Re: Dates, Times and Timezones

2008-02-04 Thread Chris Hostetter

:   One great problem we are having to integrate solr with plone is that
: plone can have dates and times in diferent timezones, and each user can query
: the data in its own timezone. So we would be really interested in being able
: to put date/time data on solr with a timezone and specifying the timezone of a
: query so we get perfect results. I saw somewhere that part of this suport is
: going to be in 1.3, is that right? And how is it going to work?

I'm not sure what part of this you are thinking of will be in 1.3 ... I 
don't know of any new Timezone related stuff in the trunk.

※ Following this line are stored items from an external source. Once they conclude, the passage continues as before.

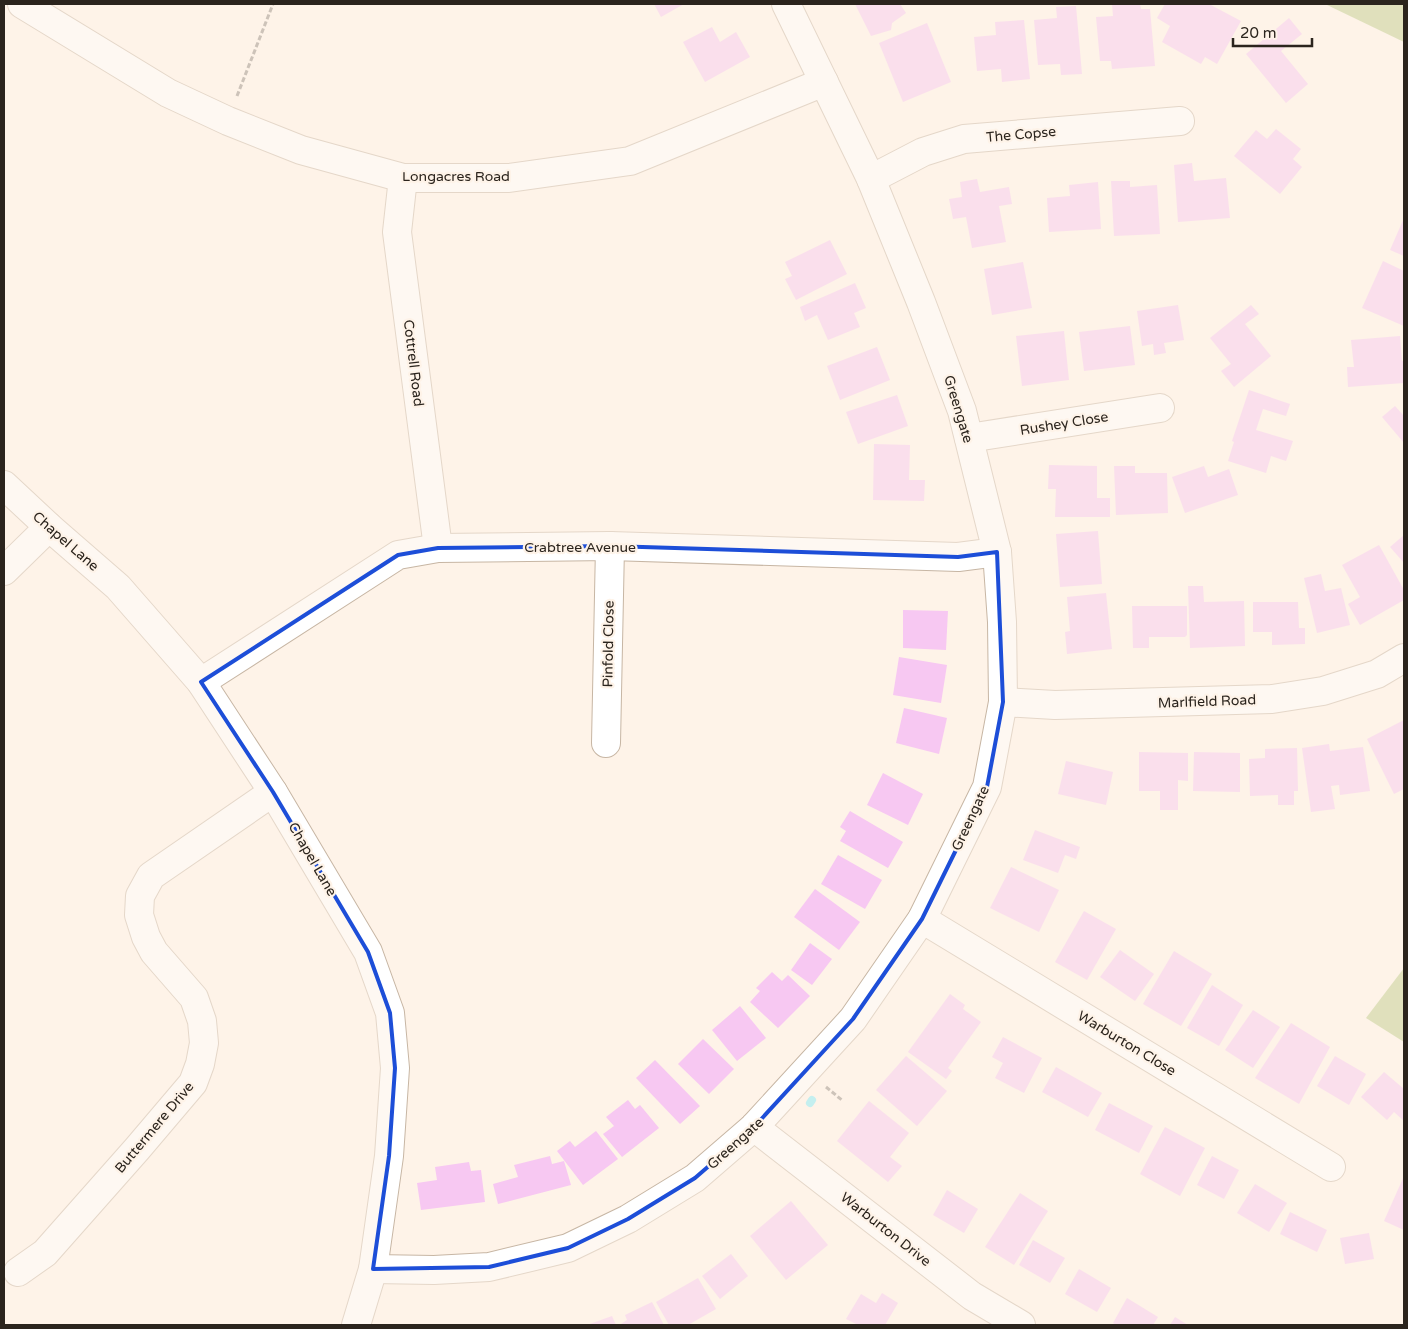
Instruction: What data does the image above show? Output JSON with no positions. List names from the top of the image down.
{
  "streets": {
    "street": [
      "The Copse",
      "Longacres Road",
      "Cottrell Road",
      "Greengate",
      "Rushey Close",
      "Chapel Lane",
      "Crabtree Avenue",
      "Pinfold Close",
      "Marlfield Road",
      "Warburton Close",
      "Buttermere Drive",
      "Warburton Drive"
    ]
  },
  "crossings": [
    ["The Copse", "Greengate"],
    ["Longacres Road", "Cottrell Road"],
    ["Longacres Road", "Greengate"],
    ["Cottrell Road", "Crabtree Avenue"],
    ["Greengate", "Rushey Close"],
    ["Greengate", "Chapel Lane"],
    ["Greengate", "Crabtree Avenue"],
    ["Greengate", "Marlfield Road"],
    ["Greengate", "Warburton Close"],
    ["Greengate", "Warburton Drive"],
    ["Chapel Lane", "Crabtree Avenue"],
    ["Chapel Lane", "Buttermere Drive"],
    ["Crabtree Avenue", "Pinfold Close"]
  ],
  "scale_bar": "20 m"
}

Solr specificly tries to be as agnostic about timezones as possible ... 
when interacting with Solr all dates should be in UTC.  If your 
application is getting/giving dates fromt/to users who have configured 
timezones prefrences then the parsing/formatting when interacting with the 
user should be aware of their prefered timezone -- but you should allways 
be in UTC when dealing with Solr.

The one place where it would *definitely* make sense to make Solr aware of 
timezones would be in dealing with DateMath -- when you round by DAY 
Solr currently does that in UTC, even though that's probably not what 
matters to you -- but ever other aspect of date processing Solr should 
work fine provided you transform your dates before putting them in the 
index.

There have been a some other discussions about adding options DateField to 
make it more flexible in parsing Dates in other formats (which might 
included timezone support) but: 1) i don't know of anyone who has actually 
started on this; 2) it would only affect the input to Solr ... values 
would still be indexed in UTC so they could be compared with any other 
date (regardless of it's format/timezone) and search clients would still 
need to know the current users prefered TZ to make sure to query/display 
those dates appropriately.



-Hoss



Dates, Times and Timezones

2008-02-01 Thread Leonardo Santagada
	One great problem we are having to integrate solr with plone is that  
plone can have dates and times in diferent timezones, and each user  
can query the data in its own timezone. So we would be really  
interested in being able to put date/time data on solr with a timezone  
and specifying the timezone of a query so we get perfect results. I  
saw somewhere that part of this suport is going to be in 1.3, is that  
right? And how is it going to work?


[]'s
--
Leonardo Santagada





dates times

2007-05-10 Thread Brian Whitman
After writing my 3rd parser in my third scripting language in so many  
months to go from unix timestamps to Solr Time (8601) I have to  
ask: shouldn't the date/time field type be more resilient? I assume  
there's a good reason that it's 8601 internally, but certainly it  
would be excellent for Solr to transcode different types into Solr Time.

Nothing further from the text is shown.